ESQUEMA E ORGANIZAÇÃO DO TRABALHO

II. INTERVENÇÃO PSICOLÓGICA E SOCIAL NA INFECÇÃO PELO HIV/SIDA

2.2 EVOLUÇÃO DOS PRINCIPAIS TIPOS DE ESTUDO E INTERVENÇÕES PSICOLÓGICAS NA PREVENÇÃO DO HIV/SIDA

O principal objectivo das intervenções preventivas da infecção pelo HIV/SIDA, em especial por via sexual, em destaque no presente trabalho, consiste na eliminação de comportamentos que colocam riscos de infecção e na adopção de comportamentos que envolvem um risco mínimo ou a sua ausência. Os comportamentos preventivos mais importantes dizem respeito, como atrás se referiu, ao uso sistemático do preservativo nas interacções sexuais, ao conhecimento do próprio estado serológico e do parceiro antes de ocorrerem relações sexuais não protegidas e, durante algum tempo, foi considerado um comportamento preventivo importante a redução do número de parceiros sexuais.

As acções de prevenção tiveram inicialmente como destinatários os indivíduos mais afectados, ou seja, homossexuais e bissexuais, tendo a prevenção sido alargada a

outros indivíduos em risco37 como aqueles que se injectam com drogas e prostitutas.

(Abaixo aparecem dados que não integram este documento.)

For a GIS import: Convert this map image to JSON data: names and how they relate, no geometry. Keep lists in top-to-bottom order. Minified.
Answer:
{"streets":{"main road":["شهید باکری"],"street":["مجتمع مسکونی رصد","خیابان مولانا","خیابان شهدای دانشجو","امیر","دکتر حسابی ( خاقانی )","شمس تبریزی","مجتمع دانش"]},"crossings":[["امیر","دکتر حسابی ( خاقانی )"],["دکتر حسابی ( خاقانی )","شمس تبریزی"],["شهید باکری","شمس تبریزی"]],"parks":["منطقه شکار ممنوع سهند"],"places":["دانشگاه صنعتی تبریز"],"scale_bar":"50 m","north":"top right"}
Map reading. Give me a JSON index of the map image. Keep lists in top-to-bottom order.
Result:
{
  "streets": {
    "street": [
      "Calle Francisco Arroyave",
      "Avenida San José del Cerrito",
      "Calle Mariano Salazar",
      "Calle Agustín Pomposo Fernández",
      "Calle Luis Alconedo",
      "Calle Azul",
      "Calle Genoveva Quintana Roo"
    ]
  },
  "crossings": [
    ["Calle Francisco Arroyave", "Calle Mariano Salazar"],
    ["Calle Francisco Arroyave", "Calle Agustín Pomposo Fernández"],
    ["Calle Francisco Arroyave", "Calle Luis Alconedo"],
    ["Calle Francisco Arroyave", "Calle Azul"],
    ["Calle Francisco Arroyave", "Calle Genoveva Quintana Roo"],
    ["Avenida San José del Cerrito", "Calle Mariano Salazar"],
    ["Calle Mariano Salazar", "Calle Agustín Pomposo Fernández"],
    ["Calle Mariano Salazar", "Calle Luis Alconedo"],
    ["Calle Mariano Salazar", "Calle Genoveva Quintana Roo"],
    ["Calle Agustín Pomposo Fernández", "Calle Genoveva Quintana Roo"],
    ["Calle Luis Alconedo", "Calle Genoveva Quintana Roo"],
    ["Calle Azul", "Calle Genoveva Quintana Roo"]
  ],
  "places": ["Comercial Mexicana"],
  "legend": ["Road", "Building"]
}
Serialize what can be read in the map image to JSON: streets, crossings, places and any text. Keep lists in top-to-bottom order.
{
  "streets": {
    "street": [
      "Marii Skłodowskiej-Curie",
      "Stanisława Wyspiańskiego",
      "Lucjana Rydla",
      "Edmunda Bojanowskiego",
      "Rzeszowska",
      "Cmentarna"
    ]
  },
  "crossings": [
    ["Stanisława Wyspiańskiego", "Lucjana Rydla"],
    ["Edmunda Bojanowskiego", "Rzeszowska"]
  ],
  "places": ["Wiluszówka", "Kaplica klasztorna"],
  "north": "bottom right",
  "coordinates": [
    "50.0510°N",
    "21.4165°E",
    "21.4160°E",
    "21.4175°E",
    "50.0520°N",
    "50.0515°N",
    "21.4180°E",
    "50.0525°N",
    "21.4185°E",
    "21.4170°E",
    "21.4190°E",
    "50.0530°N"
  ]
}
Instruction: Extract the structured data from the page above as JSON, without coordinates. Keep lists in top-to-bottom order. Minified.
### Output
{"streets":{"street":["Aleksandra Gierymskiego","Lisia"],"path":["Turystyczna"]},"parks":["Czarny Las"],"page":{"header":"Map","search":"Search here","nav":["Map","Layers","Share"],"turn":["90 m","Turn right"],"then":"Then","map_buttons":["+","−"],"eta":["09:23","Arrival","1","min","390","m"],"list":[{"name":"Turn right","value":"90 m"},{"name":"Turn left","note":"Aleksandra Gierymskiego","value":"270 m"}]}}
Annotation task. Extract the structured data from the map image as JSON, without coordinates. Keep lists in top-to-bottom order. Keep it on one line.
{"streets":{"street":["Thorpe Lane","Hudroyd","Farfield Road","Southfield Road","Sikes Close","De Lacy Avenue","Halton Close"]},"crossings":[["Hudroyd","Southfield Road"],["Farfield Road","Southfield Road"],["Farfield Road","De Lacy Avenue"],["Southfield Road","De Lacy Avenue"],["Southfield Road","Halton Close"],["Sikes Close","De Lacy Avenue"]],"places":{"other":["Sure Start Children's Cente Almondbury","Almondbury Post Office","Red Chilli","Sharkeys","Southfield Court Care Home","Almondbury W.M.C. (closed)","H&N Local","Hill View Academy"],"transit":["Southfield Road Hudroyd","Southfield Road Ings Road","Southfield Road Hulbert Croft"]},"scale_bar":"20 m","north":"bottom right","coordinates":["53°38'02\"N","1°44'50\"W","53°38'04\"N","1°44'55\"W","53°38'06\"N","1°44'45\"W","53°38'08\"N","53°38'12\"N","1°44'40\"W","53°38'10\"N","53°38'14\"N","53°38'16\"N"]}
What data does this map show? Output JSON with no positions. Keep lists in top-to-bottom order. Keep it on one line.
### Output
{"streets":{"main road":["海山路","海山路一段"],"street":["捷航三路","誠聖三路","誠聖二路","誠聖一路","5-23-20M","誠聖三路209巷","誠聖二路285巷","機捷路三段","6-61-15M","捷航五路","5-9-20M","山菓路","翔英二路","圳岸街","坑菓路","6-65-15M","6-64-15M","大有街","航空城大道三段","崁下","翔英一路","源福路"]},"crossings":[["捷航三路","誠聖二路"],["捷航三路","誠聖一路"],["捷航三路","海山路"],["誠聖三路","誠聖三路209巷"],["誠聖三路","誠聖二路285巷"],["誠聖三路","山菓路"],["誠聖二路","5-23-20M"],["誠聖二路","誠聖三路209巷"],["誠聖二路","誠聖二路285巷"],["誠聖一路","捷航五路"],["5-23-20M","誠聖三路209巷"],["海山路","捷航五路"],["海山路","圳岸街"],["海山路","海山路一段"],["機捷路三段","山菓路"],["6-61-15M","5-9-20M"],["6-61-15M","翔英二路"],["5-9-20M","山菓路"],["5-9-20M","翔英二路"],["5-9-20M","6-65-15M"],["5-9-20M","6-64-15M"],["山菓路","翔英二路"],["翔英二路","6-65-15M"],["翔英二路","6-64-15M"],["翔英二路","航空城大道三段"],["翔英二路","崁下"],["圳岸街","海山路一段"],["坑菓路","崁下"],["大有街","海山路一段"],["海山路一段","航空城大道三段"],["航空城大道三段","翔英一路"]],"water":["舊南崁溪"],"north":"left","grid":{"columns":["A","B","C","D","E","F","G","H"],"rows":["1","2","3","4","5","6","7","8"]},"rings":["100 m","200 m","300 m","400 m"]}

A prevenção estendeu-se rapidamente a indivíduos considerados mais vulneráveis, como os adolescentes e os estudantes universitários, pela iniciação da actividade sexual, previsível inexperiência e mudança de parceiros sexuais. As intervenções raramente se destinaram a indivíduos com menos de 12 anos ou com um nível de instrução inferior ao 7º ano de escolaridade (Fisher e Fisher, 1992).

A evolução das formas de compreensão e respectiva intervenção nos comportamentos de prevenção face à infecção pelo HIV/SIDA, em particular no uso do preservativo, caracterizou-se pela primazia dada à informação e ao seu papel na adopção do comportamento preventivo. A esta sucedeu a exploração de variáveis demográficas e psicossociais que pudessem estar associadas à utilização do preservativo e, por fim, a aplicação de modelos psicológicos de tomada de decisão a este comportamento protector (Moatti, Hausser e Agrafiotis, 1997; Sheeran et al., 1999).

Numa tentativa de controlar o mais rapidamente possível a proliferação do HIV recorreu-se, inicialmente, à difusão de conhecimentos acerca da doença, informando sobre modos de transmissão, situações de maior risco e estratégias protectoras mais eficazes. Na sequência deste tipo de intervenção, os esforços para se identificarem os factores responsáveis pela mudança de comportamento, no sentido da protecção face à infecção, centraram-se em estudos que exploravam a relação entre o conhecimento e o comportamento preventivo.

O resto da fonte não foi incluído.